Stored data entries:
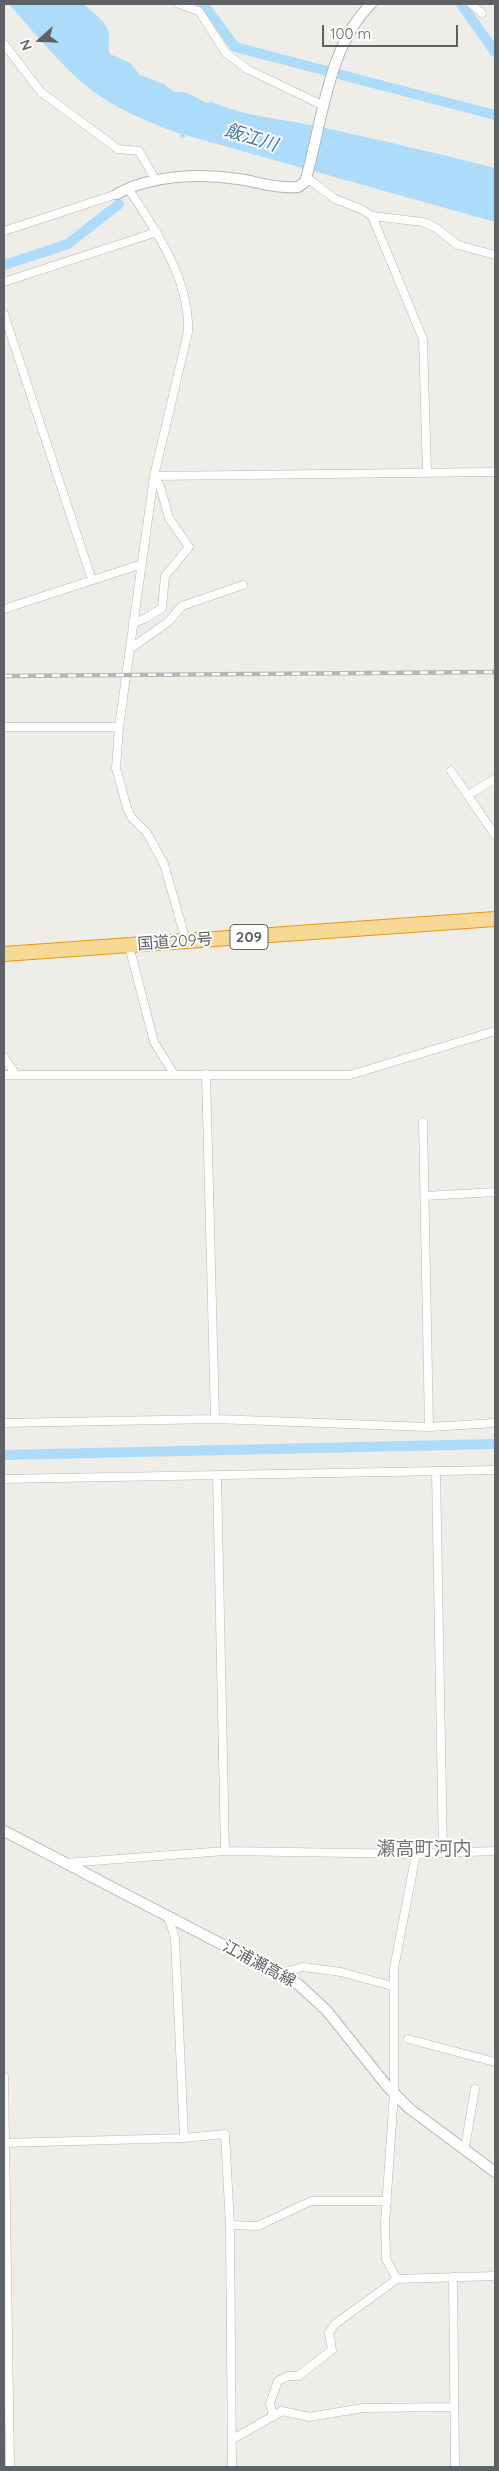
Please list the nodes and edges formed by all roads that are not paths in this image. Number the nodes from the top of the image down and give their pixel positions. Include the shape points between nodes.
1 (179, 4) edge
2 (371, 4) edge
3 (471, 4) edge
4 (482, 13) dead end
5 (4, 44) edge
6 (324, 110) junction
7 (306, 177) junction
8 (156, 181) junction
9 (128, 188) junction
10 (117, 194) joint
11 (372, 216) junction
12 (4, 231) edge
13 (157, 232) junction
14 (495, 255) edge
15 (4, 282) edge
16 (4, 314) edge
17 (495, 472) edge
18 (427, 473) junction
19 (154, 476) junction
20 (142, 564) junction
21 (92, 580) junction
22 (243, 585) dead end
23 (4, 609) edge
24 (133, 623) junction
25 (130, 649) junction
26 (119, 727) junction
27 (4, 728) edge
28 (451, 771) dead end
29 (495, 779) edge
30 (468, 795) junction
31 (495, 835) edge
32 (495, 920) edge
33 (186, 941) junction
34 (129, 946) junction
35 (4, 954) edge
36 (495, 1031) edge
37 (4, 1057) edge
38 (174, 1074) junction
39 (206, 1074) junction
40 (4, 1075) edge
41 (16, 1075) junction
42 (423, 1122) dead end
43 (495, 1192) edge
44 (425, 1196) junction
45 (215, 1419) junction
46 (4, 1423) edge
47 (495, 1423) edge
48 (430, 1427) junction
49 (495, 1470) edge
50 (436, 1472) junction
51 (217, 1476) junction
52 (4, 1479) edge
53 (4, 1832) edge
54 (225, 1851) junction
55 (495, 1851) edge
56 (443, 1853) junction
57 (416, 1854) junction
58 (65, 1863) junction
59 (168, 1916) junction
60 (278, 1974) junction
61 (394, 1984) junction
62 (408, 2039) dead end
63 (495, 2062) edge
64 (4, 2077) edge
65 (474, 2089) dead end
66 (394, 2093) junction
67 (184, 2138) junction
68 (5, 2143) edge
69 (465, 2147) junction
70 (495, 2172) edge
71 (387, 2201) junction
72 (230, 2225) junction
73 (495, 2276) edge
74 (453, 2277) junction
75 (397, 2280) junction
76 (454, 2407) junction
77 (273, 2417) junction
78 (232, 2439) junction
79 (10, 2467) edge
80 (232, 2467) edge
81 (455, 2467) edge

1 - 6 street via 199,12 226,53 247,69
2 - 6 main road via 356,21 335,63
3 - 4 street
5 - 8 street via 41,92 118,149 139,151
6 - 7 main road
7 - 8 main road via 305,182 291,188 224,177
7 - 11 street via 335,199
8 - 9 main road
9 - 10 main road
9 - 13 street
10 - 12 street
11 - 14 street via 423,222 458,245
11 - 18 street via 423,340
13 - 15 street
13 - 19 street via 179,279 188,332
16 - 21 street
17 - 18 street
18 - 19 street
19 - 20 street
19 - 24 street via 169,518 189,547 165,576 162,608
20 - 21 street
20 - 24 street
21 - 23 street
22 - 25 street via 182,606 168,622
24 - 25 street
25 - 26 street
26 - 27 street
26 - 33 street via 116,768 127,808 147,833 164,864
28 - 30 street
29 - 30 street
30 - 31 street
32 - 33 highway, 国道209号 / 209
33 - 34 highway, 国道209号 / 209
34 - 35 highway, 国道209号 / 209
34 - 38 street via 154,1042
36 - 39 street via 350,1075
37 - 41 street
38 - 39 street
38 - 41 street
39 - 45 street
40 - 41 street
42 - 44 street
43 - 44 street
44 - 48 street
45 - 46 street
45 - 48 street
47 - 48 street
49 - 50 street
50 - 51 street
50 - 56 street
51 - 52 street
51 - 54 street
53 - 58 main road, 江浦瀬高線
54 - 57 street
54 - 58 street
55 - 56 street
56 - 57 street
57 - 61 street via 394,1968
58 - 59 main road, 江浦瀬高線
59 - 60 main road, 江浦瀬高線
59 - 67 street via 175,1938
60 - 61 street via 303,1967
60 - 66 main road, 江浦瀬高線 via 298,1984 327,2011
61 - 66 street
62 - 63 street
64 - 68 street
65 - 69 street
66 - 69 main road, 江浦瀬高線 via 410,2109
66 - 71 street
67 - 68 street
67 - 72 street via 225,2134
68 - 79 street
69 - 70 main road, 江浦瀬高線
71 - 72 street via 311,2200 258,2226
71 - 75 street via 386,2259
72 - 78 street
73 - 74 street
74 - 75 street
74 - 76 street
75 - 77 street via 335,2324 329,2333 332,2350 298,2376 278,2381 270,2403
76 - 77 street via 363,2408 309,2417 282,2411
76 - 81 street
77 - 78 street
78 - 80 street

The problem
If a line in the records holds the string "dead", count it, and give only the total.

Output
6